"Il mondo udirà presto le grida dei sauditi”, hanno minacciato gli houthi, il gruppo militare che occupa parte dello Yemen. Ieri i miliziani hanno usato droni e missili per colpire alcune basi dell’esercito del governo, l’unico riconosciuto internazionalmente. Gli houthi e il governo sono in guerra dal 2014, ma un attacco di queste dimensioni non accadeva dal 2022. Il gruppo ha colpito militari e depositi di armi, una stima ancora non ufficiale indica che sono stati uccisi una trentina di soldati, “figli del popolo yemenita”, ha detto il governo. Il ministero della Difesa ha promesso una risposta ma “al momento opportuno”. Prima ci sarà un coordinamento con i sauditi.
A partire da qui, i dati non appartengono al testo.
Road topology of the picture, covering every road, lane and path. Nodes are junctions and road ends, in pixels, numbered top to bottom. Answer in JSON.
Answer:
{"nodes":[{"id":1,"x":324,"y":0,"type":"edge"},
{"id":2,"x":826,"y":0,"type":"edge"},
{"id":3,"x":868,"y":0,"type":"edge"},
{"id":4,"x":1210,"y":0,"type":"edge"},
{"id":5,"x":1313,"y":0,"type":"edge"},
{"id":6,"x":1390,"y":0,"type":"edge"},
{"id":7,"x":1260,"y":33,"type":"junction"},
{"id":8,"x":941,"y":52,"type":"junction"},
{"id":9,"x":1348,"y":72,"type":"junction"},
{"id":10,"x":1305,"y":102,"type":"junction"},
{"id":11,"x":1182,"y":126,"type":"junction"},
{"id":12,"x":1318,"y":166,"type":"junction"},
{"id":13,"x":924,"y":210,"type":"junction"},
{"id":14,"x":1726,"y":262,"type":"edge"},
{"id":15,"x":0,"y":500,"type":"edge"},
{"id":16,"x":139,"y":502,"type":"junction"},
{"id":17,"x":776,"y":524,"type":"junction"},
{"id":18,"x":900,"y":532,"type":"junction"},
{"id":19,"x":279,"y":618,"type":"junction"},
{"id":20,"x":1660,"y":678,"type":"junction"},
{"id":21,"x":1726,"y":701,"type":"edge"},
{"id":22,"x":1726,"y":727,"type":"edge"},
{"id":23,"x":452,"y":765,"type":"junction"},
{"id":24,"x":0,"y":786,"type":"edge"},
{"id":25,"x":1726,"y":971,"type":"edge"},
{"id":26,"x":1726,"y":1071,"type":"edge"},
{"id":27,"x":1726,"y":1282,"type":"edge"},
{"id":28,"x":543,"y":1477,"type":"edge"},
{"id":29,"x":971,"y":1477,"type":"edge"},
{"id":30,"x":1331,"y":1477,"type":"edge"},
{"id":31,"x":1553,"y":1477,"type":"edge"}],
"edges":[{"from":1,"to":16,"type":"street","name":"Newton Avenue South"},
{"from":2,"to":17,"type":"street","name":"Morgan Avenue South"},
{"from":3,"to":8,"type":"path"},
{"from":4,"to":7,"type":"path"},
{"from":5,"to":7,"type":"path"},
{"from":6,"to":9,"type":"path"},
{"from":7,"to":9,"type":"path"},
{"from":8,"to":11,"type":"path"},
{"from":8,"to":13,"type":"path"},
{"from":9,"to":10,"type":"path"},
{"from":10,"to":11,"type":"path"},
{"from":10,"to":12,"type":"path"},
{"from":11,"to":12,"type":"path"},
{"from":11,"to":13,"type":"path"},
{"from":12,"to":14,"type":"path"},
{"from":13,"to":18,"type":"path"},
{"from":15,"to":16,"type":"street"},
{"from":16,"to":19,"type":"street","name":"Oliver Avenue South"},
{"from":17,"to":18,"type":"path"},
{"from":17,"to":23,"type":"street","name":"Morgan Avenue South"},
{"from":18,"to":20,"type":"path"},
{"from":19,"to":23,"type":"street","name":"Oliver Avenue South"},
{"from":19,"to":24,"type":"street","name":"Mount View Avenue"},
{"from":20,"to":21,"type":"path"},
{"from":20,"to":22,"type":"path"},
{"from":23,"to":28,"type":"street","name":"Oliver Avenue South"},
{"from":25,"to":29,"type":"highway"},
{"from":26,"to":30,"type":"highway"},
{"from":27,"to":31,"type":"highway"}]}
Gli houthi infatti colpiscono l’esecutivo yemenita e pensano a Riad e ieri hanno detto di aver attaccato dove l’Arabia Saudita stava concentrando le forze per organizzare un’offensiva. Nei giorni scorsi gli houthi hanno annunciato anche attacchi contro le navi saudite che transitano nel Mar Rosso, minacciando la chiusura dello Stretto di Bab el Mandeb che collega l’oceano Indiano al Mar Rosso. Gli houthi, proprio come Hezbollah in Libano, non agiscono da soli, sono fra gli scagnozzi sciiti della Repubblica islamica dell’Iran, che li ha sempre riforniti di armi e denaro e cresciuti facendo in modo che potessero diventare una minaccia nello Yemen e nella regione. Quando gli houthi dicono di essere pronti a colpire Ryad è perché è Teheran che lo vuole. E i sauditi non possono rimanere fermi, nonostante il principe ereditario saudita Mohammad bin Salman sia indicato come il primo dei sussurratori di Trump, al quale secondo le ricostruzioni della stampa americana, ha spesso fatto cambiare idea sugli attacchi all’Iran. Teheran invece è in guerra totale, il confronto con Riad sembra inevitabile più crescono gli attacchi degli houthi. Il paradosso che i sauditi coprono rimane sempre lo stesso: combattono nello stesso fonte di Israele.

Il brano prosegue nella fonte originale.